Provided data START
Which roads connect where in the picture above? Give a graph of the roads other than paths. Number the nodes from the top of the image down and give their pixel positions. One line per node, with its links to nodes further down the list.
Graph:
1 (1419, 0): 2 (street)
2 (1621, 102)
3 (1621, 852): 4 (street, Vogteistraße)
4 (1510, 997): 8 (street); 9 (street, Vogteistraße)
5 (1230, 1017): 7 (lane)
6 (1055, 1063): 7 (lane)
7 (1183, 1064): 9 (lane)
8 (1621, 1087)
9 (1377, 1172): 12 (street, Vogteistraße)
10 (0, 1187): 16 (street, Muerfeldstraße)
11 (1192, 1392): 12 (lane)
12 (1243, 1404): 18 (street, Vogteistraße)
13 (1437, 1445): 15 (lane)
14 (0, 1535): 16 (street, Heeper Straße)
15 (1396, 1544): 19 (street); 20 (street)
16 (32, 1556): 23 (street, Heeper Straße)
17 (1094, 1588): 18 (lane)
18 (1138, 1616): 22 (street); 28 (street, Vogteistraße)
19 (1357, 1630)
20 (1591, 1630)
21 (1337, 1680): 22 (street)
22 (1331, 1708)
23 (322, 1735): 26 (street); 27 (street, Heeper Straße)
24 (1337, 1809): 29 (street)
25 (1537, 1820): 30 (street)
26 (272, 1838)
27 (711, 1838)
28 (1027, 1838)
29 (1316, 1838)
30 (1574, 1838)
Provided data END
#### [Assignment]
Word for word, retype all of the material.

#### [Solution for this task]
Which roads connect where in the picture above? Give a graph of the roads other than paths. Number the nodes from the top of the image down and give their pixel positions. One line per node, with its links to nodes further down the list.
Graph:
1 (1419, 0): 2 (street)
2 (1621, 102)
3 (1621, 852): 4 (street, Vogteistraße)
4 (1510, 997): 8 (street); 9 (street, Vogteistraße)
5 (1230, 1017): 7 (lane)
6 (1055, 1063): 7 (lane)
7 (1183, 1064): 9 (lane)
8 (1621, 1087)
9 (1377, 1172): 12 (street, Vogteistraße)
10 (0, 1187): 16 (street, Muerfeldstraße)
11 (1192, 1392): 12 (lane)
12 (1243, 1404): 18 (street, Vogteistraße)
13 (1437, 1445): 15 (lane)
14 (0, 1535): 16 (street, Heeper Straße)
15 (1396, 1544): 19 (street); 20 (street)
16 (32, 1556): 23 (street, Heeper Straße)
17 (1094, 1588): 18 (lane)
18 (1138, 1616): 22 (street); 28 (street, Vogteistraße)
19 (1357, 1630)
20 (1591, 1630)
21 (1337, 1680): 22 (street)
22 (1331, 1708)
23 (322, 1735): 26 (street); 27 (street, Heeper Straße)
24 (1337, 1809): 29 (street)
25 (1537, 1820): 30 (street)
26 (272, 1838)
27 (711, 1838)
28 (1027, 1838)
29 (1316, 1838)
30 (1574, 1838)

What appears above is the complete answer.